Their newest victim turns out to be no ordinary thug, but a well-trained Chinese agent who was undercover in Cambodia, and he isn't going to be hunted without a fight.
Jailbreak was probably the highlight of the 2017 London Film Festival for me, being one of the first Cambodian films to screen internationally (Cambodian cinema has not historically been fit for export) and very obviously inspired by The Raid. It featured the sort of stuntman-destroying fight scenes of the post Ong Bak world, and was a taught, exciting piece of action cinema.
THE PREY reunites much of the same crew, including director Jimmy Henderson and choreographer Jean-Paul Ly. It's certainly not an original concept, but it's a well executed take on the theme which doesn't waste much time on exposition and manages to avoid the worst cliches that it could have stumbled into.
The action tends to revolve around guns more than martial arts, though it often results in the combatants fighting for control of a weapon.

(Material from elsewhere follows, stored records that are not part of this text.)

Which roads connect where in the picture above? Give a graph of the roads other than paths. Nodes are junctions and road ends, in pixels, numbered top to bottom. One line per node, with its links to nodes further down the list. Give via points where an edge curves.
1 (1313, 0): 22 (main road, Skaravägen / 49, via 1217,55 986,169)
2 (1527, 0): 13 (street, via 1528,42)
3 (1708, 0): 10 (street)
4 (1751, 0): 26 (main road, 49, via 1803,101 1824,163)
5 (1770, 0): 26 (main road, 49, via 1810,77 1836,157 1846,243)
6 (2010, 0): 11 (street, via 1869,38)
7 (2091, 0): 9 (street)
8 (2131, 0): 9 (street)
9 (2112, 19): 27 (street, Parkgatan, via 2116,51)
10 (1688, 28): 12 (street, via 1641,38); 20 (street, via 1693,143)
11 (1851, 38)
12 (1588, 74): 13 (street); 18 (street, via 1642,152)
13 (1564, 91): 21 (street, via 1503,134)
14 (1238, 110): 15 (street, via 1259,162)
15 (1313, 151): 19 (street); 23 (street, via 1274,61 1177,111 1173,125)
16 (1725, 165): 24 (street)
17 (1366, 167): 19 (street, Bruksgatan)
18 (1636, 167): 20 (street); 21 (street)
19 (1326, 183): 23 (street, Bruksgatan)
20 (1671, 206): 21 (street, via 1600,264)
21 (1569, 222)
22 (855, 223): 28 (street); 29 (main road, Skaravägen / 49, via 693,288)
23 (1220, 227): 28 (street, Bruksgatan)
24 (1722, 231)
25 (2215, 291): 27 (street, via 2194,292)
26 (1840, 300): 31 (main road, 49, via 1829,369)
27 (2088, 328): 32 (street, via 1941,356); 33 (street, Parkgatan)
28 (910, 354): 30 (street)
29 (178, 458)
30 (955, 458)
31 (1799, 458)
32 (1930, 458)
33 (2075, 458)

The fights are mostly raw, desperate struggles for survival rather than demonstrations of skill or technique. A face off between Gu Shangwei and Dara Our is the closest thing to a traditional martial arts fight.
Gu Shangwei is the star of the film - I've never heard of him before but it looks like he's done a few films in China. He fights well ... as far as I can judge, given the rough and tumble choreography. I guess that casting a Chinese lead and having quite a lot of dialogue in Mandarin suggests that they're aiming for the Chinese market. Curiously, most of the dialogue that isn't in Mandarin is in Thai - I didn't hear much Khmer spoken in the film at all.
THE PREY succeeds partly by not being too ambitious, but also by technical competence and staying quite grounded. The action is believable, with no over the top action hero moments, which makes the stakes feel that much higher. It doesn't have the sort of "damn that must have hurt" stunts that make films like JAILBREAK so fun to watch, but it still manages to get the adrenaline pumping for a good portion of its 94 minutes.